▶ Exercise prompt: Scan the material and copy every line in which "Lisboa" appears.
⁂
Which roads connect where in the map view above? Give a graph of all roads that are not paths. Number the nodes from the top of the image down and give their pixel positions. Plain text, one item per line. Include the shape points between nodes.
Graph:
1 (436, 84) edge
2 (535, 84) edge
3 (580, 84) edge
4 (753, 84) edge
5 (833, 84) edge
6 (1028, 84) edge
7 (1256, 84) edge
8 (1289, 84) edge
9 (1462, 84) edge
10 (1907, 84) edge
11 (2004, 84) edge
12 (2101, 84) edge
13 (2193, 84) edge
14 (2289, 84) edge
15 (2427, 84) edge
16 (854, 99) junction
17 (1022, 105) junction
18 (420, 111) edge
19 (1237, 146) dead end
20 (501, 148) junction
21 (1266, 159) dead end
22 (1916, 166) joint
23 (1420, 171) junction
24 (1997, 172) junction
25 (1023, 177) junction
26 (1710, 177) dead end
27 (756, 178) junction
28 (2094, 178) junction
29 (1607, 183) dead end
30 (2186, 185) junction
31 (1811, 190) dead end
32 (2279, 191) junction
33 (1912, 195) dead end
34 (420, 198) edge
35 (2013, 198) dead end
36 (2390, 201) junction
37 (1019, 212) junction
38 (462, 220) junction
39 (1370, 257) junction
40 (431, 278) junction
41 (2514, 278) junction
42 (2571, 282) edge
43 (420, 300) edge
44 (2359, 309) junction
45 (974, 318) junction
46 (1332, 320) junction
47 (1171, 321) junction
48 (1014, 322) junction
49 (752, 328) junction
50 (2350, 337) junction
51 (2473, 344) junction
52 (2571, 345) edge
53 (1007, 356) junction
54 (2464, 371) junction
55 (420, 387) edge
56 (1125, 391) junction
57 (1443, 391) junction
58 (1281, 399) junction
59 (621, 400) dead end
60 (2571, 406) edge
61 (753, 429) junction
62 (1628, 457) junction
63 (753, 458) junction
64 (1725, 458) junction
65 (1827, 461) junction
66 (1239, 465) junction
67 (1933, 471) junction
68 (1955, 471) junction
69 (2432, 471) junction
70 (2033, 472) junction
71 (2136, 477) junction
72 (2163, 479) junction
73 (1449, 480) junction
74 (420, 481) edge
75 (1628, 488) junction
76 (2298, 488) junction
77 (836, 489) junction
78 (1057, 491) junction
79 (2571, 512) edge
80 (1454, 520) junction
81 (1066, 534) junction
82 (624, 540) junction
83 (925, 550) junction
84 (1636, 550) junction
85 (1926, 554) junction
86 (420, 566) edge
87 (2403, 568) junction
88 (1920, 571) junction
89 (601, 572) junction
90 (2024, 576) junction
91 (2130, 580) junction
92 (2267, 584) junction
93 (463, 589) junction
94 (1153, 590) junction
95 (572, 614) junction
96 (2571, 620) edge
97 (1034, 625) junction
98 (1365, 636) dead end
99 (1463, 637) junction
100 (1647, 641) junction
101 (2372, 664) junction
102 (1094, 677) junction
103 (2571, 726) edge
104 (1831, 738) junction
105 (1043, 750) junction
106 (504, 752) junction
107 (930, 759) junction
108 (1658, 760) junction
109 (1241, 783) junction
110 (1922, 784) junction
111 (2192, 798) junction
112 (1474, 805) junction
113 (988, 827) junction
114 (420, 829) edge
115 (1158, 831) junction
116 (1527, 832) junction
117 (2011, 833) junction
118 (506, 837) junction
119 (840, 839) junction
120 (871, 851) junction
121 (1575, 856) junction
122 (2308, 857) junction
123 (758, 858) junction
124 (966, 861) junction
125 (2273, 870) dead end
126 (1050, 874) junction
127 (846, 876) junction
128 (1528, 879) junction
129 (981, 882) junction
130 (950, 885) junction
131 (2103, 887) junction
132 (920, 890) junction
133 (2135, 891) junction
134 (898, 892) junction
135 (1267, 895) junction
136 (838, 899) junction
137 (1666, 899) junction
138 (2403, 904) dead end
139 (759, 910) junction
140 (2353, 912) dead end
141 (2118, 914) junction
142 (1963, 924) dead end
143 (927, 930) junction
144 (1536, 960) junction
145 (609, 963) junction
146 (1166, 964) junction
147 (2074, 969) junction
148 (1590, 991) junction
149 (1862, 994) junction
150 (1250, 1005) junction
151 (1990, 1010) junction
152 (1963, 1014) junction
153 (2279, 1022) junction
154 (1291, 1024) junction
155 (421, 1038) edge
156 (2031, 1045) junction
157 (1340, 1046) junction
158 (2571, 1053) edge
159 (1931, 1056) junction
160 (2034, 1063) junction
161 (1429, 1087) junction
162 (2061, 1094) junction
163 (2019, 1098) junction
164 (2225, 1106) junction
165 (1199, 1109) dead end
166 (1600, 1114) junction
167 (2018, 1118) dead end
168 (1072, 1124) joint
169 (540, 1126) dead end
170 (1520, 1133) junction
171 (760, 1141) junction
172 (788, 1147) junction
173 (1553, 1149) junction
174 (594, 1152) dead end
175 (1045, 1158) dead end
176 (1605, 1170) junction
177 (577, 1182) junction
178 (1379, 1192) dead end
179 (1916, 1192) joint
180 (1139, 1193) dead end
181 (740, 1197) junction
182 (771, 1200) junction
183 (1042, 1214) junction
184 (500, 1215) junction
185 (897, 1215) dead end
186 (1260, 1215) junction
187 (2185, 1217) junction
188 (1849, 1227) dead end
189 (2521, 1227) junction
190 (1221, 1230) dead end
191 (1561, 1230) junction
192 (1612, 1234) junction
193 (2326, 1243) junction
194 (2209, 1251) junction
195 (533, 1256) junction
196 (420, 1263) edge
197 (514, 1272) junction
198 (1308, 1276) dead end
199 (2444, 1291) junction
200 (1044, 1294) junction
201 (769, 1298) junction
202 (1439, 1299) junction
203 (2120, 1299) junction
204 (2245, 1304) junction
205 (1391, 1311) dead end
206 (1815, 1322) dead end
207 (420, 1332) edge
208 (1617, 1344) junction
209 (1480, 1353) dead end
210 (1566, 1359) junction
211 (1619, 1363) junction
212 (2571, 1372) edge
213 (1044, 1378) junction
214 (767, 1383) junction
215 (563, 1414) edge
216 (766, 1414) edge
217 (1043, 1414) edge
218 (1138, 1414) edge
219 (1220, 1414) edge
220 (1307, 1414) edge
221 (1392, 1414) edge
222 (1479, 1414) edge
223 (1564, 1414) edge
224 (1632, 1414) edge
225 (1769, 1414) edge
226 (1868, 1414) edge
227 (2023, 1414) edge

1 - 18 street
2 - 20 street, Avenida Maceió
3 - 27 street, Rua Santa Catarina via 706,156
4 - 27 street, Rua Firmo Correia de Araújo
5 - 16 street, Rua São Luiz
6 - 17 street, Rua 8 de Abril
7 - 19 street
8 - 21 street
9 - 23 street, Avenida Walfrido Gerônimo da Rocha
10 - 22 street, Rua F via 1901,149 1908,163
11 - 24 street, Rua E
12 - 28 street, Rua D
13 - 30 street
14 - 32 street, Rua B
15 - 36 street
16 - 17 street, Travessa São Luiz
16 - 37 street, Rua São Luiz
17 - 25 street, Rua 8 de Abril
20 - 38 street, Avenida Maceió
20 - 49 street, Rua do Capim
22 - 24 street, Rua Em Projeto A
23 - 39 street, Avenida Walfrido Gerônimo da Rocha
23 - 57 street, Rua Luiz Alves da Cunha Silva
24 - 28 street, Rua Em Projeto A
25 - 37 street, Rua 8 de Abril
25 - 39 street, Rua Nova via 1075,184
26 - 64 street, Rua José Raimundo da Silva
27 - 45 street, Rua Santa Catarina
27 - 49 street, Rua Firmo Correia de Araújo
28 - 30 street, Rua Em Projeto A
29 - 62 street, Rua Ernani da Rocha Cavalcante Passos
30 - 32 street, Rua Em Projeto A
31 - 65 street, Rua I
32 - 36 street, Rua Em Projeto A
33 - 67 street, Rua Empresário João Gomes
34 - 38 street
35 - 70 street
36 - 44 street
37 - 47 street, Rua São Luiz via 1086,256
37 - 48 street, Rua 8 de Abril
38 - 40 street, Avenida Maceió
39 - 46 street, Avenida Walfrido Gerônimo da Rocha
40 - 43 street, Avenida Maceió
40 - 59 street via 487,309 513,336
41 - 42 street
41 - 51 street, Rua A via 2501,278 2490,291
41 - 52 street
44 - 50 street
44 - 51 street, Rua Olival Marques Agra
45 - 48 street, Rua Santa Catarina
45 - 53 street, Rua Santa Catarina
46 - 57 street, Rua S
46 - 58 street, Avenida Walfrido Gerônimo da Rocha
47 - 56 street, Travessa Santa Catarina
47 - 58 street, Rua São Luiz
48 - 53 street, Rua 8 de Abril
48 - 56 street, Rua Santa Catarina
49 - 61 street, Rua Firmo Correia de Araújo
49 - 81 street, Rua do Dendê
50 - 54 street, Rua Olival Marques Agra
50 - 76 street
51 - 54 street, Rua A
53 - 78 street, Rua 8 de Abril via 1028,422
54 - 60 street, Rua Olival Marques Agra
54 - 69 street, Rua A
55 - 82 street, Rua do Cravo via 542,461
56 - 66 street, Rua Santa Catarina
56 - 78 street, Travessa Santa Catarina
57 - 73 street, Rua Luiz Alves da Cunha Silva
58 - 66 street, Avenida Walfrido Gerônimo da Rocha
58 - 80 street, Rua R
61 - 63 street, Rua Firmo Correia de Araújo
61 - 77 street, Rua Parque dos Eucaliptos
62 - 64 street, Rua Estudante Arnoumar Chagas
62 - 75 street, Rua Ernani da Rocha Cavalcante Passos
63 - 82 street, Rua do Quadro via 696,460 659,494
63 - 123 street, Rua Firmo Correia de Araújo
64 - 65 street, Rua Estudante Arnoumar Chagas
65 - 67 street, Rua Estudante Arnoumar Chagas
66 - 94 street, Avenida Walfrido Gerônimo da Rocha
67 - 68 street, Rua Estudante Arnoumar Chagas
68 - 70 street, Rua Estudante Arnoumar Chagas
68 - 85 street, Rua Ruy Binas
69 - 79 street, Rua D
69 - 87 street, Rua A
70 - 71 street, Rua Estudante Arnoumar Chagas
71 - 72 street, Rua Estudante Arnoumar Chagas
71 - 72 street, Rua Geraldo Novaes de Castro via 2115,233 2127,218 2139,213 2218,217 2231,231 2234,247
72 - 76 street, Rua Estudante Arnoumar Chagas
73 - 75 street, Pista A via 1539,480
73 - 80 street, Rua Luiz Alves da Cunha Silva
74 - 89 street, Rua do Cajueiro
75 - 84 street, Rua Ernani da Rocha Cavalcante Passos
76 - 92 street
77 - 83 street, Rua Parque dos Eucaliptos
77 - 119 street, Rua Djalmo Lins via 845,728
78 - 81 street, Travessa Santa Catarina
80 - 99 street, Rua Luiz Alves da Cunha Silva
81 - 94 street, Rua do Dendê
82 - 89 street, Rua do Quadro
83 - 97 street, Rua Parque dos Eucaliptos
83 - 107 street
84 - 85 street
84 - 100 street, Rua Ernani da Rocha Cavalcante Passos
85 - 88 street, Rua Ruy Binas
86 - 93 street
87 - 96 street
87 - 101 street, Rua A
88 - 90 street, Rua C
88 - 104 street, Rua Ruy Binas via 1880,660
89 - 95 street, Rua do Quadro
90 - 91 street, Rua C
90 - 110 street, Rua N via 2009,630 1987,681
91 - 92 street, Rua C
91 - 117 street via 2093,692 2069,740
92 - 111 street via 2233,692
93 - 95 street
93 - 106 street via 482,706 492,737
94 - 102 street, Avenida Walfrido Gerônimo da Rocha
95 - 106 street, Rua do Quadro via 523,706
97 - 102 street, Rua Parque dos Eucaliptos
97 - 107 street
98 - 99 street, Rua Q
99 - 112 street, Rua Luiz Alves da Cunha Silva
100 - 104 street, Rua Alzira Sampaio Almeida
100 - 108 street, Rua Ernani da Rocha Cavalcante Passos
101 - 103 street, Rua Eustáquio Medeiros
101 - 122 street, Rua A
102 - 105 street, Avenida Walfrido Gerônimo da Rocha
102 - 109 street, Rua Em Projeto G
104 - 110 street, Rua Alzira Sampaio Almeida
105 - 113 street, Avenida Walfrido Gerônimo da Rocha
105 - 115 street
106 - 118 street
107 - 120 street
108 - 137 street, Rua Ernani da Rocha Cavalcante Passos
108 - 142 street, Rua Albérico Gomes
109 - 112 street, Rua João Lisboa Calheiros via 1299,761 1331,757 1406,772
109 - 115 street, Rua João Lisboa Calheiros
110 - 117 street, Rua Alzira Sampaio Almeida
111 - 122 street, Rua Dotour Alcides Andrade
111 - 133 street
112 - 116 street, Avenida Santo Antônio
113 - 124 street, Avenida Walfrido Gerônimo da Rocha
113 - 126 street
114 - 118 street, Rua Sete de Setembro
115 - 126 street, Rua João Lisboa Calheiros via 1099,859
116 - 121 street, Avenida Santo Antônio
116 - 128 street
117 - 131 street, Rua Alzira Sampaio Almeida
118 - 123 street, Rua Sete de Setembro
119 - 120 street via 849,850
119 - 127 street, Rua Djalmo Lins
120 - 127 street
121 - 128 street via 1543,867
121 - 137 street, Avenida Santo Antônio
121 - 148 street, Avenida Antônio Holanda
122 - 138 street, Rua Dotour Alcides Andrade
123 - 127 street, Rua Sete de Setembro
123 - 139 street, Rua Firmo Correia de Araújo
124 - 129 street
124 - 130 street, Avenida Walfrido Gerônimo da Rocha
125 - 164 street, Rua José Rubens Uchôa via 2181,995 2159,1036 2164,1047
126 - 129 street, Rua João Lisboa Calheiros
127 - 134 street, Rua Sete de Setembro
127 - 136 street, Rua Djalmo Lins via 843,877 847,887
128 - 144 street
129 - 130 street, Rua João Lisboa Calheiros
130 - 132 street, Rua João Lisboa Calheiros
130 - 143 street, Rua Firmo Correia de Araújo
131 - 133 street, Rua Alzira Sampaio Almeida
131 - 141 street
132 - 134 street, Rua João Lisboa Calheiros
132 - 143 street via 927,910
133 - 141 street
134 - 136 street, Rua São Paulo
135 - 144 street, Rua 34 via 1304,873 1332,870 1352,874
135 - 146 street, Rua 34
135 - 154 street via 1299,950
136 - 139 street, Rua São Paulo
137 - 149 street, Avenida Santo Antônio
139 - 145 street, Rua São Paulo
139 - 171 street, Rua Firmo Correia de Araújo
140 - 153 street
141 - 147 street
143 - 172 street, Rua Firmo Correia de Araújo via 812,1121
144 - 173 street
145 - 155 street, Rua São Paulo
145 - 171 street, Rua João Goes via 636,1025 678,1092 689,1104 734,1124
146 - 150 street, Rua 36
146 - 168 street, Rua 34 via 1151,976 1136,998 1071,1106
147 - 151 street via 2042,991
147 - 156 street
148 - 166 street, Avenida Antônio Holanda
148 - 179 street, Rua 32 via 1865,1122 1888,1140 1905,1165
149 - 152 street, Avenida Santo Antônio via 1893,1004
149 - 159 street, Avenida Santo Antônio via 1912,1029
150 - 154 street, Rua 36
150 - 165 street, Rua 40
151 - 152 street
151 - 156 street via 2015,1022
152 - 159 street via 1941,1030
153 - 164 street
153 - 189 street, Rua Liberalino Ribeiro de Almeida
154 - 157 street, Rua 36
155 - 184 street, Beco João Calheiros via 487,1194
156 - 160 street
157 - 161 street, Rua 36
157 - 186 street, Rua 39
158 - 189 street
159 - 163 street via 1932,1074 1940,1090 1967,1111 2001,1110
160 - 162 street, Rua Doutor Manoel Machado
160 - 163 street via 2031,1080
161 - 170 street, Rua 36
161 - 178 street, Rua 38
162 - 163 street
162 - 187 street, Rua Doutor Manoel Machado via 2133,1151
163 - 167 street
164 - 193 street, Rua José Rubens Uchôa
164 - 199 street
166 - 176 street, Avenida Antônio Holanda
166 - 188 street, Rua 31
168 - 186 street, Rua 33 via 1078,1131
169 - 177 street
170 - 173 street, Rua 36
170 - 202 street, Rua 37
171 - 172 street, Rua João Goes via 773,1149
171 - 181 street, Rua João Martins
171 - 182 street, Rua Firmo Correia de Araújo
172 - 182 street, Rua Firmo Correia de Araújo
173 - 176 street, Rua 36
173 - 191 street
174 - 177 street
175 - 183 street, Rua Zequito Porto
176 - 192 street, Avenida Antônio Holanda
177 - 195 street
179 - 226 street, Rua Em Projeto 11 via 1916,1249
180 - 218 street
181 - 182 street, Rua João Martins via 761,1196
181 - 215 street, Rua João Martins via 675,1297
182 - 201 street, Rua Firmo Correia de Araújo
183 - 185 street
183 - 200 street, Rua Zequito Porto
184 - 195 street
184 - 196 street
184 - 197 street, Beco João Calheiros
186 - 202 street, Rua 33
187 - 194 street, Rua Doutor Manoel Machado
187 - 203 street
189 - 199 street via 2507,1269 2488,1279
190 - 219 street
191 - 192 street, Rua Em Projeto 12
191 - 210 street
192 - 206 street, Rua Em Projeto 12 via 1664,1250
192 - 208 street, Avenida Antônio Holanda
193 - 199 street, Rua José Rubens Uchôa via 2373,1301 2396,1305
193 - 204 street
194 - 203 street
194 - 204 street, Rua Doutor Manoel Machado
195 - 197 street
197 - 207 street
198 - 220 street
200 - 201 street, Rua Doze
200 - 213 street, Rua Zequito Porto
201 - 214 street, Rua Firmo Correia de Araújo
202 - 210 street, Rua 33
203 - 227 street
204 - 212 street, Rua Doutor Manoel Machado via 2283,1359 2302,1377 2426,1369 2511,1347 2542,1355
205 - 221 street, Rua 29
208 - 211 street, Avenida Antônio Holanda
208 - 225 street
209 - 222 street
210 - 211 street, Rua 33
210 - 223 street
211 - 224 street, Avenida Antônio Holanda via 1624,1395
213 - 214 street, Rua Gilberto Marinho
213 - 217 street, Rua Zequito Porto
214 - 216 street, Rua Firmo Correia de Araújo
⁂
▶ Exercise output:
109 - 112 street, Rua João Lisboa Calheiros via 1299,761 1331,757 1406,772
109 - 115 street, Rua João Lisboa Calheiros
115 - 126 street, Rua João Lisboa Calheiros via 1099,859
126 - 129 street, Rua João Lisboa Calheiros
129 - 130 street, Rua João Lisboa Calheiros
130 - 132 street, Rua João Lisboa Calheiros
132 - 134 street, Rua João Lisboa Calheiros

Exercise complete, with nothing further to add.